Já no seu lado “Cop” o filme deixa muito a desejar, contando com uma subtrama que envolve clichês como tiras corruptos, um mafioso intocável e um parceiro fiel, tratada de maneira rasa e burocrática. O atentado que põe Alex às portas da morte é anticlimático, assim como o confronto do herói com seu “assassino”, servindo apenas para avançar o outro lado da história, o conflito entre RoboCop e a OCP, a corporação maligna que o criou.
As cenas de ação são em geral enfadonhas, consistindo em pouco mais do que longos e barulhentos tiroteios, sem uma gota da sangueira que fazia do original um filme tão transgressor – pelo menos para as crianças da época. A única sequência de luta que empolga é a em que o herói tenta invadir um certo edifício guardado por robôs, onde aprendemos que ele pode fazer mais do que apenas atirar como uma máquina e ainda é capaz de soluções criativas bastante humanas.
Enquanto o filme de Verhoeven apresentava um futuro quase distópico – com uma Detroit decrépita dominada pelo crime – e com isso tratava de temas como direitos civis e trabalhistas e a dominação do espaço público por interesses privados (todas questões ainda muito atuais, e de apelo praticamente universal), o remake de José Padilha aborda problemas mais pertinentes à situação atual dos Estados Unidos: o uso de drones para substituir soldados levado à sua conclusão lógica e o consequente sacrifício da liberdade individual em prol da segurança. Se a abordagem do remake é mais restrita, por outro lado os perigos que ela aponta são muito mais imediatos, já que o mundo do novo RoboCop é perturbadoramente parecido com o mundo atual. O comentário político fica por conta de Samuel L. Jackson, que incorpora o apresentador de TV demagogo e conservador Pat Novak, do tipo Datena que existe em todo país. Ao contrário de “Tropa de Elite”, em que o público tendia a se identificar com o Capitão Nascimento apesar de sua ética extremamente problemática, aqui Padilha se assegurou de que os argumentos questionáveis de Novak fossem sempre sublinhados com o tom histérico e a expressão neurótica que Jackson faz bem.

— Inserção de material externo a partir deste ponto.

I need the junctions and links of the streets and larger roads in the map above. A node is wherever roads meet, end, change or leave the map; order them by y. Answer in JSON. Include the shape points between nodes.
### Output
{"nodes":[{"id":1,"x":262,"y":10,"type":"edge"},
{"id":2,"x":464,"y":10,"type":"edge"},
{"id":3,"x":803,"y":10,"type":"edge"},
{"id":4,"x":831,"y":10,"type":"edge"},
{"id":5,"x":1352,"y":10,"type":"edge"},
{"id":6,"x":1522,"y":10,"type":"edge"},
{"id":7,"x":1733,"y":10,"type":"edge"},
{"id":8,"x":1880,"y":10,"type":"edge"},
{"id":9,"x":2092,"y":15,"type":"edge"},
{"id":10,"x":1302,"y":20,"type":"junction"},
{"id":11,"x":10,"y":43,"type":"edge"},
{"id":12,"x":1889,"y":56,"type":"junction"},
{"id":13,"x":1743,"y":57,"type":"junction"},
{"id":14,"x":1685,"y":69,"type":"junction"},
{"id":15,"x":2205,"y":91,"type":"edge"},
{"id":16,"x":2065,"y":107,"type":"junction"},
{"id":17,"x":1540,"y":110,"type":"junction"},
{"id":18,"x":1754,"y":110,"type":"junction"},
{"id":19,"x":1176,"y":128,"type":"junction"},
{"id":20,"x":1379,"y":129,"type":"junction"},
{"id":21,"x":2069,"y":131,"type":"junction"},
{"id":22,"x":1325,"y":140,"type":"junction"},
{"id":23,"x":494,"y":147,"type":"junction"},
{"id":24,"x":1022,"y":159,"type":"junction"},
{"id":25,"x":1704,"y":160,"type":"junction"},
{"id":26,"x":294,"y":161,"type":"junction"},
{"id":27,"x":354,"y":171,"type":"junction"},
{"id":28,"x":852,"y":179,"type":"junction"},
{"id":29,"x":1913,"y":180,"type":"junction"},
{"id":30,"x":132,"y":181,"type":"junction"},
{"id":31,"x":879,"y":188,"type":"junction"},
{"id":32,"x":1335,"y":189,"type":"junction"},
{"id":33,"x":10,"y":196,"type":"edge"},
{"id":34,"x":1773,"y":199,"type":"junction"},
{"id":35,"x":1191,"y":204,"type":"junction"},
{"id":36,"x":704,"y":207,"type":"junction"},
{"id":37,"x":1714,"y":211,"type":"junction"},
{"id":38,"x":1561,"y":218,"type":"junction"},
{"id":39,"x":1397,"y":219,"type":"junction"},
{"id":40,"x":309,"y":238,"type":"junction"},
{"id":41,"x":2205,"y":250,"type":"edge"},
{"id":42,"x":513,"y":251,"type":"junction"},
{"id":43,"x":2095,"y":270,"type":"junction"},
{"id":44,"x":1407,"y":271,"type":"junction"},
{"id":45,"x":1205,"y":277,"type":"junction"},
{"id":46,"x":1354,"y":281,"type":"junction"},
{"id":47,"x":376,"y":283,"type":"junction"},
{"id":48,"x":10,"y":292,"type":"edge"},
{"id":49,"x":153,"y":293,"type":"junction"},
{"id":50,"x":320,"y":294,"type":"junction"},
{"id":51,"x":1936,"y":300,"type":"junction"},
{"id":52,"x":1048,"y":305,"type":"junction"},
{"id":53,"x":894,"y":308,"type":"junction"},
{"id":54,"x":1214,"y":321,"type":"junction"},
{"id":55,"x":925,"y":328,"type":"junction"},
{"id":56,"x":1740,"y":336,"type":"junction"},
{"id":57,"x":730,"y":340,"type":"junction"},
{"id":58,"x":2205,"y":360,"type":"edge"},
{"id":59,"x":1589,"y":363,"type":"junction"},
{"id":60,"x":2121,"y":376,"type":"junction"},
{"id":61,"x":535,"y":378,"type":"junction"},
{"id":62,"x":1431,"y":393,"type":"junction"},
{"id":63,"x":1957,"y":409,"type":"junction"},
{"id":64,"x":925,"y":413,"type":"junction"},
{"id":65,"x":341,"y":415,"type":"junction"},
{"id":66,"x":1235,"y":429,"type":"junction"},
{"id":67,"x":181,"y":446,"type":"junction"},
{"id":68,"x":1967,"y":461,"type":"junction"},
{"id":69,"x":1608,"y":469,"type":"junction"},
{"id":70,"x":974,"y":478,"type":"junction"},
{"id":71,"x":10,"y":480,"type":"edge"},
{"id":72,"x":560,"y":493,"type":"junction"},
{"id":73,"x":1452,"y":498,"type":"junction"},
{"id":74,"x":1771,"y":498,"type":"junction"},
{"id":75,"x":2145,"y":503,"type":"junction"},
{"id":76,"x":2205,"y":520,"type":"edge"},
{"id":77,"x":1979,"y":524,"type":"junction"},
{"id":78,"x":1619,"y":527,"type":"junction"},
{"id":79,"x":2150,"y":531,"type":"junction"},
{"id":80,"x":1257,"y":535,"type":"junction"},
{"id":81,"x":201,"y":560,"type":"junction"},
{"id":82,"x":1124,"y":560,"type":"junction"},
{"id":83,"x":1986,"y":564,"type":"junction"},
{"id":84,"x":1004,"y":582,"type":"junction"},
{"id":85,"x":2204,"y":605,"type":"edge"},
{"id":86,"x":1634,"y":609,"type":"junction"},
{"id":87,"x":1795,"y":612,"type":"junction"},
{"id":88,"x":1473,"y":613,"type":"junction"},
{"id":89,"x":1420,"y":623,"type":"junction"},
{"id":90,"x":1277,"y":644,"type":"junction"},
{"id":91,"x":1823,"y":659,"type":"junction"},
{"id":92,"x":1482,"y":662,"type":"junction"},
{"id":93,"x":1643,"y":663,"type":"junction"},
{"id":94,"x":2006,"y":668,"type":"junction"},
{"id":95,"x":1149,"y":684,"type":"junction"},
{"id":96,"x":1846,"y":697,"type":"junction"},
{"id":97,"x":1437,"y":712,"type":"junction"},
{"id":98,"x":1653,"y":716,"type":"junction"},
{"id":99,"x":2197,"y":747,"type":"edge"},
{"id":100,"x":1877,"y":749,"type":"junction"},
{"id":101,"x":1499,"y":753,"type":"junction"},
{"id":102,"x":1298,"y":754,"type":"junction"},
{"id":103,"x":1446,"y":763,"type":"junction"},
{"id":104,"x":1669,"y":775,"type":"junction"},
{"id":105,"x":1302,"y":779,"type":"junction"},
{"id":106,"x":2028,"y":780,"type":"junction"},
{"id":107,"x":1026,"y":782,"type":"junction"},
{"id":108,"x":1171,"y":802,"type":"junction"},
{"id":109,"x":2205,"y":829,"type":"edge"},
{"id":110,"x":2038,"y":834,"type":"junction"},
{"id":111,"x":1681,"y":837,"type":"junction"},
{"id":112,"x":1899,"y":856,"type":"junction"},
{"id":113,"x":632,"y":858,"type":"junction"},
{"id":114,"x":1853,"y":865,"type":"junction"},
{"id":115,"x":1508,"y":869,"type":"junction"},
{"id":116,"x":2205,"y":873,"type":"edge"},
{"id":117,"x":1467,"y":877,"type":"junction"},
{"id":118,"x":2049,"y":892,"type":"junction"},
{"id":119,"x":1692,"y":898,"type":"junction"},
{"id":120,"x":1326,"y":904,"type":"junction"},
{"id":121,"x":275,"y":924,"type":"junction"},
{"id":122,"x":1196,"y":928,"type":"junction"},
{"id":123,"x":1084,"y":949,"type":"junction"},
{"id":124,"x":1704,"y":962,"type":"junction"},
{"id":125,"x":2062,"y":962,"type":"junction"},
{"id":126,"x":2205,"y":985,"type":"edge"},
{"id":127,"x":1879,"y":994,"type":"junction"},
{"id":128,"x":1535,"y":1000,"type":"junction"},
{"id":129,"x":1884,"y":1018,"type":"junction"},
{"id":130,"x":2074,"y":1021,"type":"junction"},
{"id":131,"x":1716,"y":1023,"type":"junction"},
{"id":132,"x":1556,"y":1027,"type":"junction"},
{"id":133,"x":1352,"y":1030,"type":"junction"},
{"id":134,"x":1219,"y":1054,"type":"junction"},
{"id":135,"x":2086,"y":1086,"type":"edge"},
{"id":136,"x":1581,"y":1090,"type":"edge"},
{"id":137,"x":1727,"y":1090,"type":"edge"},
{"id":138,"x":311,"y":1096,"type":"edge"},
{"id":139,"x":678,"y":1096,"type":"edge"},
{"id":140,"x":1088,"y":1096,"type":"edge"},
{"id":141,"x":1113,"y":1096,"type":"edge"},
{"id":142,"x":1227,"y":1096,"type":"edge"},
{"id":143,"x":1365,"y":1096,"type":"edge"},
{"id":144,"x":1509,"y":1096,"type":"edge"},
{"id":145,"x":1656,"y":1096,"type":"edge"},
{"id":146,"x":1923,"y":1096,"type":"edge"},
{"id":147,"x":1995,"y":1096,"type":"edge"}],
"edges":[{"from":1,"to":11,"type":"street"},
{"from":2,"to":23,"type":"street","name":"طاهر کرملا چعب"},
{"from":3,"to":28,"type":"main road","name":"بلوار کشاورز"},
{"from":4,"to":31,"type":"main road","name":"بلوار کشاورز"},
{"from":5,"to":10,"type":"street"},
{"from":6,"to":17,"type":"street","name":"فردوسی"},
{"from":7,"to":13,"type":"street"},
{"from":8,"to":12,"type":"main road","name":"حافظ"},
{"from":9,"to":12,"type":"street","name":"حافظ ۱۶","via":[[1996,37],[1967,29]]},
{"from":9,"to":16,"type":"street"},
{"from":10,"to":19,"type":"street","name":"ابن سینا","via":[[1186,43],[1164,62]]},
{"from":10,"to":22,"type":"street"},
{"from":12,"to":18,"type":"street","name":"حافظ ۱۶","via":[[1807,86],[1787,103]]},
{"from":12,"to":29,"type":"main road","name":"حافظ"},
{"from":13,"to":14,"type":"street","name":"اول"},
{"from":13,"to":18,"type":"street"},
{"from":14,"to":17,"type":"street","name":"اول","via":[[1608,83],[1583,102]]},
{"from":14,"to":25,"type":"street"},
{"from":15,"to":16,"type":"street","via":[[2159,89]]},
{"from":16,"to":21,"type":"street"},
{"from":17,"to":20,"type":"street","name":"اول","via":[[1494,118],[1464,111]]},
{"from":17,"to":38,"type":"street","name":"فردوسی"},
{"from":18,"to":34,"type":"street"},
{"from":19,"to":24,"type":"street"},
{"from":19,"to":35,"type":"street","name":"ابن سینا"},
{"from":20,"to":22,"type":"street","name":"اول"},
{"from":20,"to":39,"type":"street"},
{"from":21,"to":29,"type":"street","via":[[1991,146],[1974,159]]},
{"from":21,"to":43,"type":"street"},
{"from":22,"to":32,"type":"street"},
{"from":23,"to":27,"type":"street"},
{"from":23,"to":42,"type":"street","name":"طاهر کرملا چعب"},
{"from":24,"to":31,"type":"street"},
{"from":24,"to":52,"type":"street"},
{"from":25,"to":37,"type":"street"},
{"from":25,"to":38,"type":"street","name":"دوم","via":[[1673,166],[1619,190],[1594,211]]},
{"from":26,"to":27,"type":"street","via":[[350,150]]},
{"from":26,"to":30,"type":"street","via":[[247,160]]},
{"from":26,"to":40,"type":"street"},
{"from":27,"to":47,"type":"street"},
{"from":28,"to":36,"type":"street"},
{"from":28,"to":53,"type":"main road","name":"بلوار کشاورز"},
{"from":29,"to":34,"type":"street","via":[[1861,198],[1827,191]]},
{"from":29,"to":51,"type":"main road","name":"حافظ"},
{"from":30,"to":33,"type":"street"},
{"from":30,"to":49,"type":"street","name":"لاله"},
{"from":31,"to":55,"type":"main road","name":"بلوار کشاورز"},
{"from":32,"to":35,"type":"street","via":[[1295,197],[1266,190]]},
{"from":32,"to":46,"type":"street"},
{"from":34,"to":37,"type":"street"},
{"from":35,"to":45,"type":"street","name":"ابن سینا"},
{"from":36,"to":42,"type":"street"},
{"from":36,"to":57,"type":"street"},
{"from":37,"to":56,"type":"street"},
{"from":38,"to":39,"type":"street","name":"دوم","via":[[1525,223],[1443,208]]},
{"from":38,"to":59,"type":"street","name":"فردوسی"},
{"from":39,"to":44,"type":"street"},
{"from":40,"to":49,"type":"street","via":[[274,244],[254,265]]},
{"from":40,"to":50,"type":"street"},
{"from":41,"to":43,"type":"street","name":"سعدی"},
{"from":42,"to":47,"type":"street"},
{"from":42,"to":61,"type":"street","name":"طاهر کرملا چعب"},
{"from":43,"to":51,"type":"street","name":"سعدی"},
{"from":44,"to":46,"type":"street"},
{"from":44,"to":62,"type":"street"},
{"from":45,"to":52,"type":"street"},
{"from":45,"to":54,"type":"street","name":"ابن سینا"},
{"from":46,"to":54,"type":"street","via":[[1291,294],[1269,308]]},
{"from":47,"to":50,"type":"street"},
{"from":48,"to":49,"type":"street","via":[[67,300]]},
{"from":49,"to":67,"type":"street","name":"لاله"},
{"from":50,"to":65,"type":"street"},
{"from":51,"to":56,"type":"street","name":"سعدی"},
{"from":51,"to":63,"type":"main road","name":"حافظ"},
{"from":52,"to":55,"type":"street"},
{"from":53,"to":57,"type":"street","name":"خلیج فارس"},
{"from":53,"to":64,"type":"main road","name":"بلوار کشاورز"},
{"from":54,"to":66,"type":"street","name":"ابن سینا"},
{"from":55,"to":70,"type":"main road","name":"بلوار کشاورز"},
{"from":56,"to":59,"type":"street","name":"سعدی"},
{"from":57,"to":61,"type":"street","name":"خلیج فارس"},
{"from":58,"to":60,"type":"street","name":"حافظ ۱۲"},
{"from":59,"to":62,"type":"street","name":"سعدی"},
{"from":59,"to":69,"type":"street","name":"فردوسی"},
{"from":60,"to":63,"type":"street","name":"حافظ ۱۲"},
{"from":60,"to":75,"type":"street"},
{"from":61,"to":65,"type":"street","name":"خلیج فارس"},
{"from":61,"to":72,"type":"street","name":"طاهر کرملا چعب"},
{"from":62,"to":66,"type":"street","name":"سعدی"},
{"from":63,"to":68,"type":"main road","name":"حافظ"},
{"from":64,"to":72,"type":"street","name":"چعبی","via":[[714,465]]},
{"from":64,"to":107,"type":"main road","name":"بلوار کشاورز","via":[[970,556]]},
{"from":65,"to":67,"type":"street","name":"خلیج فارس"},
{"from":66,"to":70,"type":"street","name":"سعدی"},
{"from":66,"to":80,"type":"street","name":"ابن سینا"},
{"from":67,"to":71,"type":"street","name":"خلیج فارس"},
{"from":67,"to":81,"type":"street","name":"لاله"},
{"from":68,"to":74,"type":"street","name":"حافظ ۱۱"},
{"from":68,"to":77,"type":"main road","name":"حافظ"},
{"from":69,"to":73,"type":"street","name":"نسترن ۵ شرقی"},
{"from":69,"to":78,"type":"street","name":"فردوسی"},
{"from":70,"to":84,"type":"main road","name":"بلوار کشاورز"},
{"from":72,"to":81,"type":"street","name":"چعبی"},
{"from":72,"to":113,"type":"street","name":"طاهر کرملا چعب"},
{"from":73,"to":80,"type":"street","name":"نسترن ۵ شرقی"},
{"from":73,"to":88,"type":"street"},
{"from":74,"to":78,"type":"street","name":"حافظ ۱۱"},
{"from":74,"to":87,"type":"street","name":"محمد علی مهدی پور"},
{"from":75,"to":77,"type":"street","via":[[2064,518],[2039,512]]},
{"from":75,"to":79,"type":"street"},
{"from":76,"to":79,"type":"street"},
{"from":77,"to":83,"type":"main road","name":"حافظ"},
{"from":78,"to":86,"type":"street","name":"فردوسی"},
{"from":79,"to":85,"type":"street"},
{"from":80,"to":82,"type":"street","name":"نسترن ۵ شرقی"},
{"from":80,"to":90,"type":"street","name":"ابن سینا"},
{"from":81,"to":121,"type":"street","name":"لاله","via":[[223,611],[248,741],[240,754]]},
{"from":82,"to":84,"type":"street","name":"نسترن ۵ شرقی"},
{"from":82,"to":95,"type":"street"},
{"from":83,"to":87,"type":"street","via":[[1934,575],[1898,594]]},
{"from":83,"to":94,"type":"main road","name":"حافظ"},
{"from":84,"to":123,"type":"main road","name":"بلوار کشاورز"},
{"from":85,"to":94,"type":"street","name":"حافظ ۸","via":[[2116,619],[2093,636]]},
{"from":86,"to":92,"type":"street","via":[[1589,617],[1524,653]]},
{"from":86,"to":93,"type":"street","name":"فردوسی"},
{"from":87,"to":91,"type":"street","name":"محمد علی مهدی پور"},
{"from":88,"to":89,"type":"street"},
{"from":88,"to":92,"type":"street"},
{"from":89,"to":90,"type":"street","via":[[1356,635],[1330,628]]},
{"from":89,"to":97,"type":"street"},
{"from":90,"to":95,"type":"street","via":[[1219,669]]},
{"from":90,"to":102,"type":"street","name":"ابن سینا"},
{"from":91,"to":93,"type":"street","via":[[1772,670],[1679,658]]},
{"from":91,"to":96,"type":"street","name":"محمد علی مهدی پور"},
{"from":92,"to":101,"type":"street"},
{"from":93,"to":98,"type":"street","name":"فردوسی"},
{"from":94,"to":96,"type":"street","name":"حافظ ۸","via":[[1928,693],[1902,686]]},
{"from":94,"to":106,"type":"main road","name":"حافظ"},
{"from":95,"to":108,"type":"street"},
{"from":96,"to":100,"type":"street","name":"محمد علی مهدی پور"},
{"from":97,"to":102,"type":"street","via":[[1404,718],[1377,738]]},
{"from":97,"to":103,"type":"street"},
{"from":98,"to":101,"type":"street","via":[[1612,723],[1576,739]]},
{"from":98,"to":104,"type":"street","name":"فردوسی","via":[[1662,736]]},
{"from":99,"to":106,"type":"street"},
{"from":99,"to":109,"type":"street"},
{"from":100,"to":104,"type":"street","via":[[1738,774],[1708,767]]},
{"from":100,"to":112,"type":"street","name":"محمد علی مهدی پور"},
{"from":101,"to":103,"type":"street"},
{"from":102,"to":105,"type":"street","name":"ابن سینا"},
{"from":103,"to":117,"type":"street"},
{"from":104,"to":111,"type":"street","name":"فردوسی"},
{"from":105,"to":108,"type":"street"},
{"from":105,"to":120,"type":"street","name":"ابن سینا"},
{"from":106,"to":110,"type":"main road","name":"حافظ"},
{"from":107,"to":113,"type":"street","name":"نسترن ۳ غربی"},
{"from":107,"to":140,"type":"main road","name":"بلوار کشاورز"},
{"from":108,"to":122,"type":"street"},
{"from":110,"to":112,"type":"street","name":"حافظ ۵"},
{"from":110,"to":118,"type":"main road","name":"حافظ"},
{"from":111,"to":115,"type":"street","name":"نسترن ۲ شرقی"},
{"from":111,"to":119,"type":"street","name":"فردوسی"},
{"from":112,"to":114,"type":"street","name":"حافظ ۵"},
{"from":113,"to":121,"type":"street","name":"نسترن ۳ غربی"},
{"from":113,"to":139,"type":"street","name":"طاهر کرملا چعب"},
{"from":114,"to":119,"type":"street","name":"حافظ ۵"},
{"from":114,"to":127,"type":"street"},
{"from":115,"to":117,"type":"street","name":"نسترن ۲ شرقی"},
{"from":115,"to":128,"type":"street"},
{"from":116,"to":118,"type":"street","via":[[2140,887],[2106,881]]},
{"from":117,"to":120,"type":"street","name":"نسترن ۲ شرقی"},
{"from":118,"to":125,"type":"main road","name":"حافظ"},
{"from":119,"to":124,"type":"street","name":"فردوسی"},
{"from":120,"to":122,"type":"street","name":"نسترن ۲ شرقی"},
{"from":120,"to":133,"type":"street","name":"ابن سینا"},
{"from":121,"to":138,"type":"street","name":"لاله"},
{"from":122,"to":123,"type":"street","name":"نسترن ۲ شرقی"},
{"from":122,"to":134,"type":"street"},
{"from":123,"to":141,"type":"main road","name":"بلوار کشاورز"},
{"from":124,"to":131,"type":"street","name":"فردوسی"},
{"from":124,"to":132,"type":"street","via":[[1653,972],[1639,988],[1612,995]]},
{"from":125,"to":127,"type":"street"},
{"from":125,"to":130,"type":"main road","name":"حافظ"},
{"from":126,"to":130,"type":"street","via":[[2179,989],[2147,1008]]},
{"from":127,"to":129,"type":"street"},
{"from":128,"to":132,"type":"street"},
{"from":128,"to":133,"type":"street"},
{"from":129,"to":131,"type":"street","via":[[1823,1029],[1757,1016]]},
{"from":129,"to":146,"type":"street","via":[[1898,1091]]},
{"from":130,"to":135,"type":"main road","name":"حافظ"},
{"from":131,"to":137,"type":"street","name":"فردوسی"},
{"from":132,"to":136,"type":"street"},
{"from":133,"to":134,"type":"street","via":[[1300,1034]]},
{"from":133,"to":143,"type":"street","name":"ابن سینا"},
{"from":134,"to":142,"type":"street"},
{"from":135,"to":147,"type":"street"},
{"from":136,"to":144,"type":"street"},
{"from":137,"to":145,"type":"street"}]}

Mas o destaque do filme é certamente Gary Oldman, que dá vida ao Dr. Dennett Norton, o cientista responsável pela criação do corpo ciborgue do herói. Provavelmente o personagem mais complexo em cena, Norton transmite compaixão mesmo quando adota as atitudes mais nefastas e praticamente vende a alma ao presidente da OCP (interpretado por Michael Keaton), a fim de garantir financiamento para a sua pesquisa sobre próteses para amputados. Joel Kinnaman, que ficou com o papel principal, também ficou com o trabalho mais fácil, já que seu personagem é quase um robô durante boa parte do filme. Mesmo assim, ele consegue imprimir emoção suficiente ao seu drama familiar para refutar a lógica política de seus inimigos com sua tragédia pessoal.
Essa é, no entanto, a grande limitação do filme: o discurso dos vilões é mais rejeitado porque interfere na ligação do herói com sua esposa e filho, do que por suas próprias falhas. Não se questiona, por exemplo, a validade da atuação do ciborgue como juiz, júri e executor, nem o estado de vigilância em que a sua existência coloca o povo de Detroit. A “eficiência” de RoboCop é algo que o filme parece julgar que seria desejável, não fosse o fato de vir às custas da alma de um homem “de bem”.